Show each line of the data below that has the string "Oldakowski" in it.

**Collected data:**

---

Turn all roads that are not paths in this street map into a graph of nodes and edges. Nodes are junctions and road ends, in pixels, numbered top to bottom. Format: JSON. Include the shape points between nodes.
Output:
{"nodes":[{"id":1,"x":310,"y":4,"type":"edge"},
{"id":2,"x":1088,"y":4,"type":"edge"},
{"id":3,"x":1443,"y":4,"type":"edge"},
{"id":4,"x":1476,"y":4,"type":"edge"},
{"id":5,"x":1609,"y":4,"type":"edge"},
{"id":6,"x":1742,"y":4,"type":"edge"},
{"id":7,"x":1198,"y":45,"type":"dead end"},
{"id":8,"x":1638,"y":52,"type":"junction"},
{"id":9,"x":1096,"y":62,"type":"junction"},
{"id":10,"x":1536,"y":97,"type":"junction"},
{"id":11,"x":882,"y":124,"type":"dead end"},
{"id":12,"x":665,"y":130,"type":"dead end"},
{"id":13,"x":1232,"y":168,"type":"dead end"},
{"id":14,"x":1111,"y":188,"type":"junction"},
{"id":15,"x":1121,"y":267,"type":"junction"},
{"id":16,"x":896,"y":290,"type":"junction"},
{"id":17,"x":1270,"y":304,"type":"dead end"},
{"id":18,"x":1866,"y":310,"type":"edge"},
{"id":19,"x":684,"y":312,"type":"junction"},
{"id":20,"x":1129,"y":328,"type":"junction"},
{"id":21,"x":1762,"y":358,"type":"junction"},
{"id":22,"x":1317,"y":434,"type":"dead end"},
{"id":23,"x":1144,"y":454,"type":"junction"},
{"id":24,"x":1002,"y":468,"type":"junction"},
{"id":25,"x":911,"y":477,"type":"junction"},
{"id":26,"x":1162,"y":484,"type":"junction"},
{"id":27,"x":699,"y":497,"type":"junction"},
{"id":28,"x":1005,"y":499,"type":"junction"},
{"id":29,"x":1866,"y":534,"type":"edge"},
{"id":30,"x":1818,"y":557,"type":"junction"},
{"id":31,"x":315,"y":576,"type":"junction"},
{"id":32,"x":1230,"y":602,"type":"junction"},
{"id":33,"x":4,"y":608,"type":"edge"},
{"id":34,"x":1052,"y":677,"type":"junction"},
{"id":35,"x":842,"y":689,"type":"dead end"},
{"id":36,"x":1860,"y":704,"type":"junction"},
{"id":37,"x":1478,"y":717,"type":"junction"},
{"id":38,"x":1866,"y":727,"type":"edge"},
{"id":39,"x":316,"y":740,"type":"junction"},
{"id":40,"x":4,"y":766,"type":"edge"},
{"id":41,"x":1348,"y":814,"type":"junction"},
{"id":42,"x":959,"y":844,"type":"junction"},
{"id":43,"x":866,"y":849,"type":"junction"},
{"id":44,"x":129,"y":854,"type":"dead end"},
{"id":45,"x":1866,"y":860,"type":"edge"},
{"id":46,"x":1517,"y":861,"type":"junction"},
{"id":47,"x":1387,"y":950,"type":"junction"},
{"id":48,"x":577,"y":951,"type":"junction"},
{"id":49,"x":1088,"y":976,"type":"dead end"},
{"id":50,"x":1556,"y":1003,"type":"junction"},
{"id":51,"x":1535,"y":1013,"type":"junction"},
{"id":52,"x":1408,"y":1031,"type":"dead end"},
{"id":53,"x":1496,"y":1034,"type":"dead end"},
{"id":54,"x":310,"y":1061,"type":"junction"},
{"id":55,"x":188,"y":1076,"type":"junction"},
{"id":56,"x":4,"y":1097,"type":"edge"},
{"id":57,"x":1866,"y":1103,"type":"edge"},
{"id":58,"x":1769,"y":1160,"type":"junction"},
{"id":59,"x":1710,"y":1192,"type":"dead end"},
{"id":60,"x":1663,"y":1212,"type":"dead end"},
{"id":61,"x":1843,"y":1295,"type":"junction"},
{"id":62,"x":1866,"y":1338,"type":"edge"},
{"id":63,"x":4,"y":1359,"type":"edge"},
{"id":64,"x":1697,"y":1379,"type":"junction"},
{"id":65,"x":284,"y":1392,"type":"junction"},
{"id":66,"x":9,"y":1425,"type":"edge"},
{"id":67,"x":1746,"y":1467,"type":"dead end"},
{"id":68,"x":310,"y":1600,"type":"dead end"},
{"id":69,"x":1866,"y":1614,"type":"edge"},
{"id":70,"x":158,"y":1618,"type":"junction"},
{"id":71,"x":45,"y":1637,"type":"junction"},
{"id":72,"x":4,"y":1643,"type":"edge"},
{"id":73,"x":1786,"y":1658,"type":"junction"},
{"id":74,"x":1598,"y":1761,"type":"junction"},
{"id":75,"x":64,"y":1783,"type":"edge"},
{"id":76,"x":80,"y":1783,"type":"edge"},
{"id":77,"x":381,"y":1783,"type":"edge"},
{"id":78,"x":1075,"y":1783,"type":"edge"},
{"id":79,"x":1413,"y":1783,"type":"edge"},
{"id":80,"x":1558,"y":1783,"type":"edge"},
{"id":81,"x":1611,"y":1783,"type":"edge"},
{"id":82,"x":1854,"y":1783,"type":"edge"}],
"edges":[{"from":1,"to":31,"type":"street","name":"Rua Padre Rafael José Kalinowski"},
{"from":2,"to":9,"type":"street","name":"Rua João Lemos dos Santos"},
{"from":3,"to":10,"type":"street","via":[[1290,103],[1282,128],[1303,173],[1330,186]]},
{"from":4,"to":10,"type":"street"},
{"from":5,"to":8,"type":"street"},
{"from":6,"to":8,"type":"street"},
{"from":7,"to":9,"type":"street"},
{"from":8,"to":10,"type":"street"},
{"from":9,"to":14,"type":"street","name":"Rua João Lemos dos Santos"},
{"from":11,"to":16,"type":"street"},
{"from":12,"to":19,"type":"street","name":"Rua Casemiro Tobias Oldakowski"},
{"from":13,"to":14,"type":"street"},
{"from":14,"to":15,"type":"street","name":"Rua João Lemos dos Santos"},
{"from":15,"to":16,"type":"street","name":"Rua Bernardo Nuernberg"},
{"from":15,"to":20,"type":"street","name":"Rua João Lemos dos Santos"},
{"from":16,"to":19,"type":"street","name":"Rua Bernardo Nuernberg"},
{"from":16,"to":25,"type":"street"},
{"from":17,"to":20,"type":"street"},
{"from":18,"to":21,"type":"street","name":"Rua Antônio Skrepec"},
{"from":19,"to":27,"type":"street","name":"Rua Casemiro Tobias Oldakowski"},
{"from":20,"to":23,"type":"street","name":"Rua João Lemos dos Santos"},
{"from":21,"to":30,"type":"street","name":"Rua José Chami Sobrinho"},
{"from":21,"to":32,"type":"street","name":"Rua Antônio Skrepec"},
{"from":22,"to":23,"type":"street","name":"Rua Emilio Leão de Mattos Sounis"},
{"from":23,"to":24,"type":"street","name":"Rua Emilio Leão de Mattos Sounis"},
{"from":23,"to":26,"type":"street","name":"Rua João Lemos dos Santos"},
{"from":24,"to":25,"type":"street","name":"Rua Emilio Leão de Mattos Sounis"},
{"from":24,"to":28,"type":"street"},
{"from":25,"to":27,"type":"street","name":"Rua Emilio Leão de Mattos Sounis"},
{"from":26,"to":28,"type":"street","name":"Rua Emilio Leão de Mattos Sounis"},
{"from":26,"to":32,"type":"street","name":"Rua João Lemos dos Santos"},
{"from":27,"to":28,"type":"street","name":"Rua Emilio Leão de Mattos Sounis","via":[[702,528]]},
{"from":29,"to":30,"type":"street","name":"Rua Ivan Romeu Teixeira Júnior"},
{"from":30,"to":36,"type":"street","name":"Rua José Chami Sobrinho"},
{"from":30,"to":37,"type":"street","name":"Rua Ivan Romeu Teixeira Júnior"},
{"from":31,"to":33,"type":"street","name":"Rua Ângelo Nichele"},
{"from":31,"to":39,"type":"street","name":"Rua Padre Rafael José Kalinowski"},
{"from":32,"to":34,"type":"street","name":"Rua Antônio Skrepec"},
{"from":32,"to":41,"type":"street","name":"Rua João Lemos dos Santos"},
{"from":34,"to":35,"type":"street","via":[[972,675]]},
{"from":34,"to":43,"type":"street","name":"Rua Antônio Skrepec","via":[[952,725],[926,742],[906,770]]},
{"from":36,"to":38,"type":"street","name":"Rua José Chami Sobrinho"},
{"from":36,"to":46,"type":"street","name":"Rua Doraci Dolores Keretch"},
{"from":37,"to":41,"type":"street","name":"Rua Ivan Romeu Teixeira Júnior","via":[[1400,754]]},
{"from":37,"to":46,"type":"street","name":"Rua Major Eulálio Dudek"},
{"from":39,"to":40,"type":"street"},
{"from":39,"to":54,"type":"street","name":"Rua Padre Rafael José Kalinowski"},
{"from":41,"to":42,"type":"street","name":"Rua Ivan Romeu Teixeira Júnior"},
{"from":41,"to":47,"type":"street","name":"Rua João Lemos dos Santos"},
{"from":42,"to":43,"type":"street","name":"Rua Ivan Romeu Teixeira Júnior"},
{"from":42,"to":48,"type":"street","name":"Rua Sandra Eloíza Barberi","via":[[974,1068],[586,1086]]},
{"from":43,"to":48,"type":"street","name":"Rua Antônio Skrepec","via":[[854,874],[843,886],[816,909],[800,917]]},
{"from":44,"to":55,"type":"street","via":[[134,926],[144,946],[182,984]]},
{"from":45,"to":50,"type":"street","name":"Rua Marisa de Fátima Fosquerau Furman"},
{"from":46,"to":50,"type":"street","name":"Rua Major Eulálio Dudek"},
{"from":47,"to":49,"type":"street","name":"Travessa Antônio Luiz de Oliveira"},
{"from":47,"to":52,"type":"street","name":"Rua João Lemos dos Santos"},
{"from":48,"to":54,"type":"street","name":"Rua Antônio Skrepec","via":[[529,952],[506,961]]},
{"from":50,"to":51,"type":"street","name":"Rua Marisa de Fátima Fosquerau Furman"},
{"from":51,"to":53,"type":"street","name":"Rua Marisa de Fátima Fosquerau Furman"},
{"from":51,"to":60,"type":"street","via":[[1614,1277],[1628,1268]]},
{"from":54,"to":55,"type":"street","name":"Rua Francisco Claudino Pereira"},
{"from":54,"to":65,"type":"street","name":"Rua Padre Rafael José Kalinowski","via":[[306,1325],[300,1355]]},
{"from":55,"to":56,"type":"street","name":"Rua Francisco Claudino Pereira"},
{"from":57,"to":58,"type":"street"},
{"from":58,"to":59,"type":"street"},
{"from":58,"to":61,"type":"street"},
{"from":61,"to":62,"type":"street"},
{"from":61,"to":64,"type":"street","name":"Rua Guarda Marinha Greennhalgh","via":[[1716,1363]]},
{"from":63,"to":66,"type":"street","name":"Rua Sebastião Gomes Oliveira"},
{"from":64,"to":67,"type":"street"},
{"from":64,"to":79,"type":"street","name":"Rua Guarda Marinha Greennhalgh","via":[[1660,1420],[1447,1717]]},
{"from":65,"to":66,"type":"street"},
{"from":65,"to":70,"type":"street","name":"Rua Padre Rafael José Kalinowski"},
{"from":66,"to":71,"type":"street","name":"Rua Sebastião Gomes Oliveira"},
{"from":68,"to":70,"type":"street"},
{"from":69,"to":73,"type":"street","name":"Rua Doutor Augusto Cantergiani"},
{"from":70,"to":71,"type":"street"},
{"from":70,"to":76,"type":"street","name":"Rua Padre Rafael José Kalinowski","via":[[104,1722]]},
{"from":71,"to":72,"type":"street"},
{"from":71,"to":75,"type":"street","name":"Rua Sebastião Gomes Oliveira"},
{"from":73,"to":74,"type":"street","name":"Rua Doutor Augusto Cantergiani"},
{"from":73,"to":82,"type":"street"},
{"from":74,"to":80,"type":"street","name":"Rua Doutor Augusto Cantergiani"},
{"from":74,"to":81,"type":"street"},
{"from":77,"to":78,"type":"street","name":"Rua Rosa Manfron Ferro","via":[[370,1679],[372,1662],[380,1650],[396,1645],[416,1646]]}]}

---

**Exercise answer:**
{"from":12,"to":19,"type":"street","name":"Rua Casemiro Tobias Oldakowski"},
{"from":19,"to":27,"type":"street","name":"Rua Casemiro Tobias Oldakowski"},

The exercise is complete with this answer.